Cantaloupe Recall due to Potential Salmonella Contamination

A company called Melon Acres, which is located in Oaktown, Ind., recently recalled cantaloupes that it had shipped to three states in the Midwest due to Salmonella contamination.  The bad, or potentially bad, melons made their way on August 13-14 to the Aldi’s store in Greenwood Indiana, and Meijer stores in Lansing and Newport Michigan and Tipp City Ohio.  The company’s recall notice indicates that nobody has yet become sickened by the contaminated melons.  The recall was prompted by FDA testing, which generated a positive result for Salmonella in the affected lots.

The affected melons were identified as 41 MG 10, bin numbers 4753-4980; the release didn’t say how many bins were included in the recall. One melon in a sample of 20 tested positive for salmonella, according to the company’s release.
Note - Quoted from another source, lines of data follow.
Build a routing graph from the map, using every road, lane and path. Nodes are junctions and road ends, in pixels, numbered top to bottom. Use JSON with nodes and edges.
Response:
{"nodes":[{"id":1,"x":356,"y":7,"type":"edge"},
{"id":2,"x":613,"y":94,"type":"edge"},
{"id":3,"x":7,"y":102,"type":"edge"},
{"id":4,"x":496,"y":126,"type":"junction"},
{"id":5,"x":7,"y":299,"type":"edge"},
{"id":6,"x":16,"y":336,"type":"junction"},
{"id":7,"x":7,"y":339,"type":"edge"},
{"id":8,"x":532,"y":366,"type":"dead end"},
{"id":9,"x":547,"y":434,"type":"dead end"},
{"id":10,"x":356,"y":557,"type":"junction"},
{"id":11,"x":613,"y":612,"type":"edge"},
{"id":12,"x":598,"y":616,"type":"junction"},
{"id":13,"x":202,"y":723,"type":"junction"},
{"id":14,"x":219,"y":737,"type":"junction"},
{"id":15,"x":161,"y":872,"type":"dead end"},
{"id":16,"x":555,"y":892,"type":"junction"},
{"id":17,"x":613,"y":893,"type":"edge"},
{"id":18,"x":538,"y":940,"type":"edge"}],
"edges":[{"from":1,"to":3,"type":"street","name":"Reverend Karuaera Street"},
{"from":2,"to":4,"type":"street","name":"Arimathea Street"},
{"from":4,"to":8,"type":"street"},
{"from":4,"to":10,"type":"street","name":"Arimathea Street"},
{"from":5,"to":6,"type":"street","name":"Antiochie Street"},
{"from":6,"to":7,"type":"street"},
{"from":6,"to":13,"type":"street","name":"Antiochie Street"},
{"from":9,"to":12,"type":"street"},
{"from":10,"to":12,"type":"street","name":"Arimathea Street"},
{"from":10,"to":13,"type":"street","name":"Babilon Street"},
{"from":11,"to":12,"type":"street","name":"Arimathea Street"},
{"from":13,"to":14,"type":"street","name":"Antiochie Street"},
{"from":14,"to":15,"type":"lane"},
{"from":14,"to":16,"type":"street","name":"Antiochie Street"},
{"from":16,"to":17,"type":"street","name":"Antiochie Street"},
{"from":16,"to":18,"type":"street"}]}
Now recalls and outbreaks happen all the time–and this certainly is not the first go ’round for cantaloups–but I certainly hope that there is some explanation (it is probably too beurocratic to be comprehensible) for the FDA’s failure to report the positive result for 10 days, as well as Melon Acres’ failure to recall the melons until six days after receiving the report from the FDA.  

If people do end up getting sick as a result of ingesting Salmonella bacteria from these melons, we will be interested to find out the real answers to these seeming failures.  Unacceptable answers, at least from a civil-liability standpoint, will be that Melon Acres did not know precisely who received the contaminated melons; or that the test result was merely a presumptive positive rather than being confirmed by further testing days later.  

I understand that outbreaks are going to happen; and everybody agrees, i think, that everybody in the chain needs to do a better job of policing stores, testing for pathogens and preventing contamination from occuring in the first place.  But all efforts will undeniably be in vein if the regulators, and more importantly the companies being regulated, do not act quickly when their products are, in fact, contaminated.  That is the proverbial deal-breaker.  The entities with the last clear chance absolutely must be willing and able to act, preferring consumer safety over profit margins.